• DATA FOR THIS TASK:
....
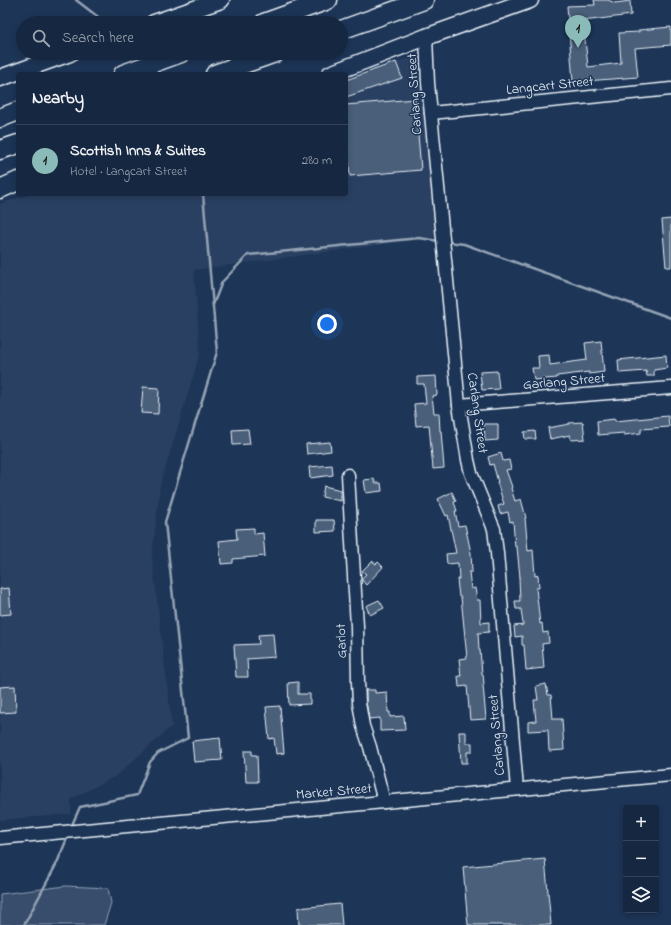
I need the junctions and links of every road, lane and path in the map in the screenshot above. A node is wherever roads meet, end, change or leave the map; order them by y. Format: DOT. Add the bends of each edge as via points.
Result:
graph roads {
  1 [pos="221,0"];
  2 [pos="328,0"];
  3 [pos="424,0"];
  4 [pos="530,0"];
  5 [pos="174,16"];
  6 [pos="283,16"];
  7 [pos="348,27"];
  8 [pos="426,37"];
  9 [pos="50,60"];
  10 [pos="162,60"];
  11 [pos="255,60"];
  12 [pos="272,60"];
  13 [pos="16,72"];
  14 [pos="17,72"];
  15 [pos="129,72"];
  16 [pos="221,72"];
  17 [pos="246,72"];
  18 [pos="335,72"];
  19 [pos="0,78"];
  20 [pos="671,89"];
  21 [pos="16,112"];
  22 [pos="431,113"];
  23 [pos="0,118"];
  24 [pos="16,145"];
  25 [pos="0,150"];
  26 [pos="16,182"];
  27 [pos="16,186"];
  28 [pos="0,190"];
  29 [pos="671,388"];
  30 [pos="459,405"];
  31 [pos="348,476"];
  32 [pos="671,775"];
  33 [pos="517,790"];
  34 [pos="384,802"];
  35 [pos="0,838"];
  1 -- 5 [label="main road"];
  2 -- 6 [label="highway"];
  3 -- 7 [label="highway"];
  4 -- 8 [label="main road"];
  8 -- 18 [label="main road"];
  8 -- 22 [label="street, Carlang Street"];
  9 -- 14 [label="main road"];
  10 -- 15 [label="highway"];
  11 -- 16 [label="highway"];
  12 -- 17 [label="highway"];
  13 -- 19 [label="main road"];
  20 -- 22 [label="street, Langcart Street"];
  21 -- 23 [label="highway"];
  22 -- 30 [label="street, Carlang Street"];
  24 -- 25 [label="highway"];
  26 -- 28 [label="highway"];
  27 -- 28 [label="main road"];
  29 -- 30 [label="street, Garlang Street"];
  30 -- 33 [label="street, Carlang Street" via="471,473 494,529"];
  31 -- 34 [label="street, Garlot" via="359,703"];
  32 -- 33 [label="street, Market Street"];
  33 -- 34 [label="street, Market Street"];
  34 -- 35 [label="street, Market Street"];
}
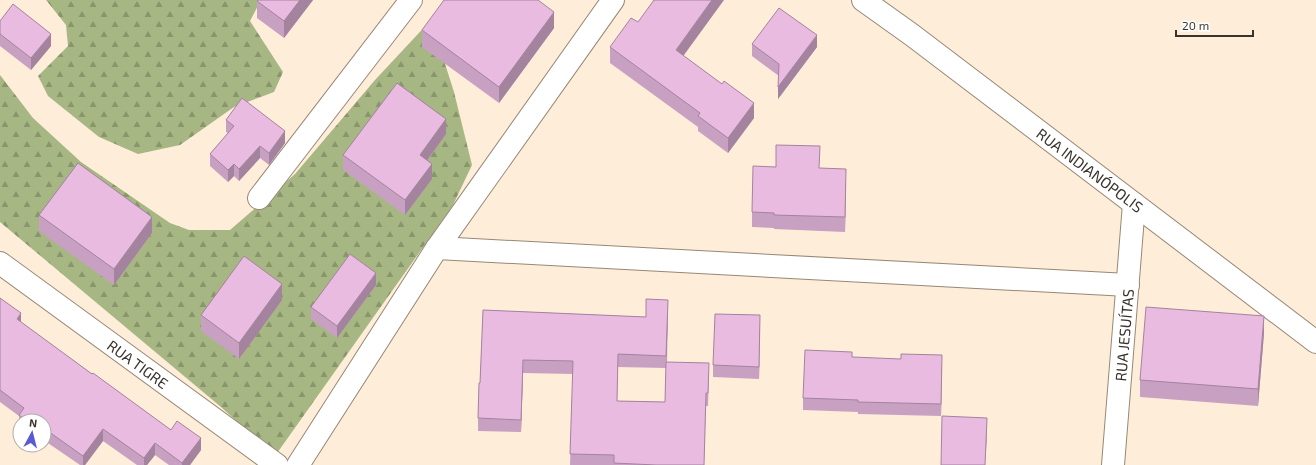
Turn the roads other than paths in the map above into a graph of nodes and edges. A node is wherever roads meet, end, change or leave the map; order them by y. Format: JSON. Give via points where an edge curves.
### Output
....
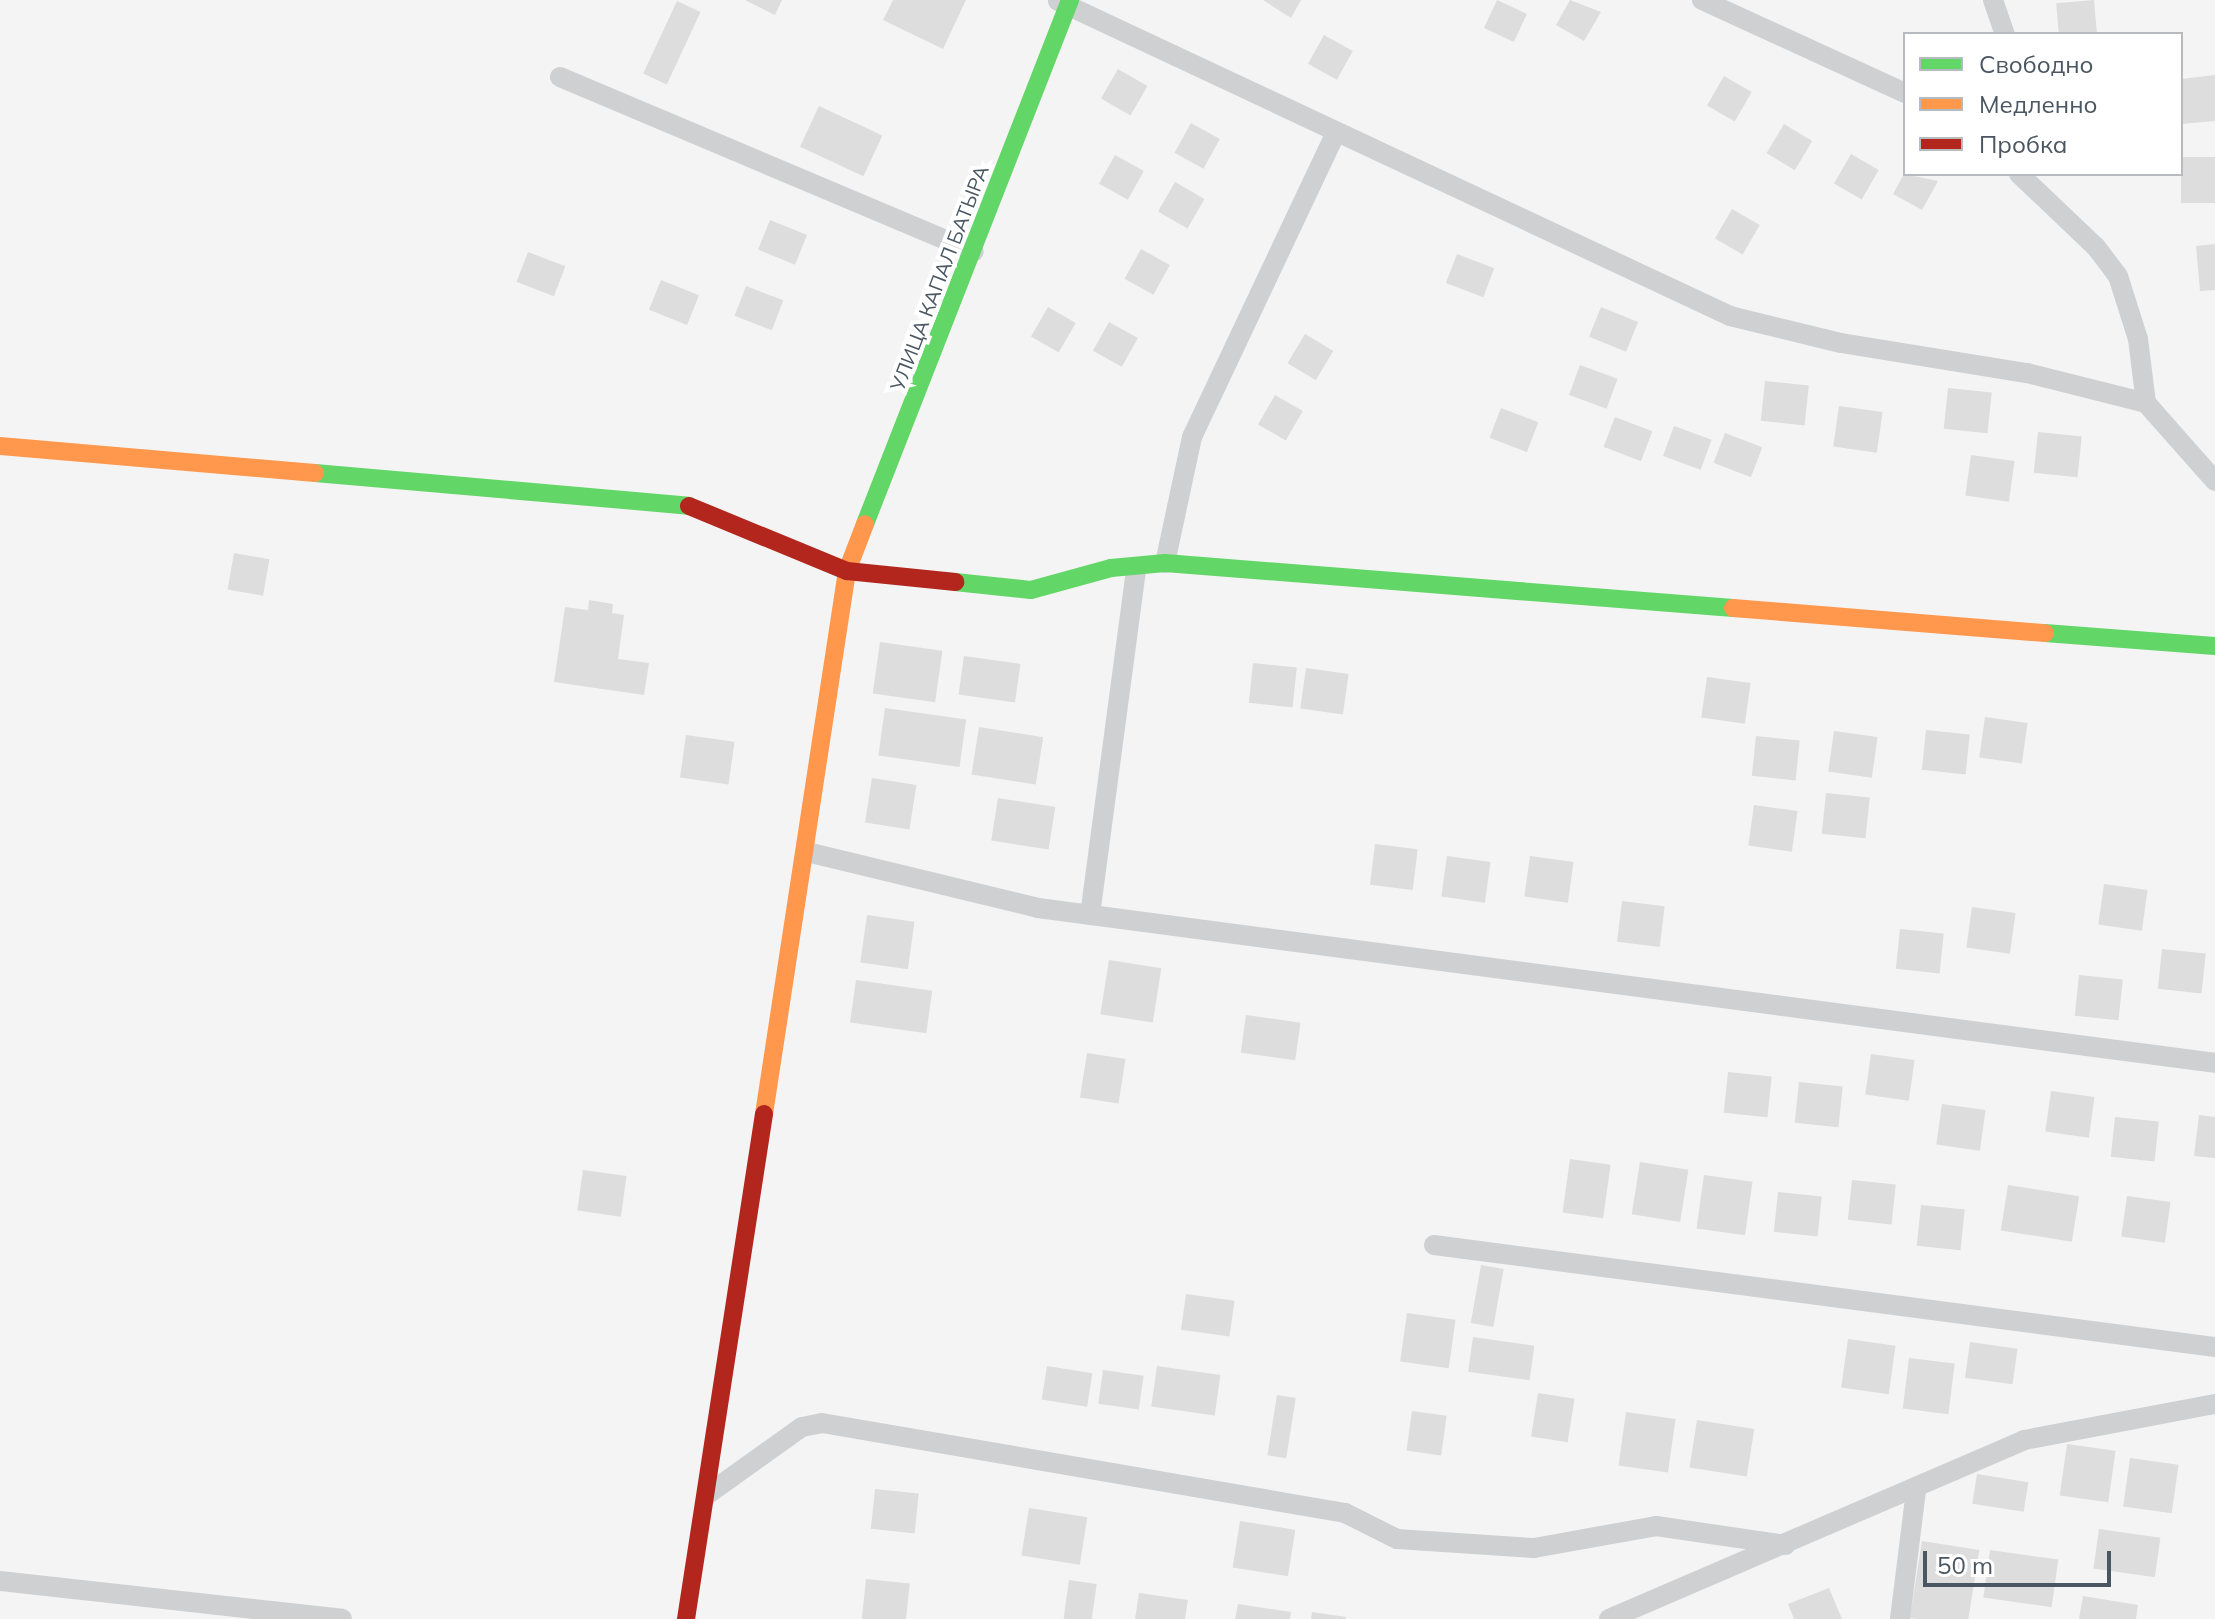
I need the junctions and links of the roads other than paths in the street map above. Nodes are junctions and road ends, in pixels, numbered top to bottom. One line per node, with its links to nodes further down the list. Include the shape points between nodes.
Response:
....
• DIRECTIONS FOR THIS TASK: Which of the lines above hold the string "other"? Copy each one.

• ANSWER AREA:
Turn the roads other than paths in the map above into a graph of nodes and edges. A node is wherever roads meet, end, change or leave the map; order them by y. Format: JSON. Give via points where an edge curves.
I need the junctions and links of the roads other than paths in the street map above. Nodes are junctions and road ends, in pixels, numbered top to bottom. One line per node, with its links to nodes further down the list. Include the shape points between nodes.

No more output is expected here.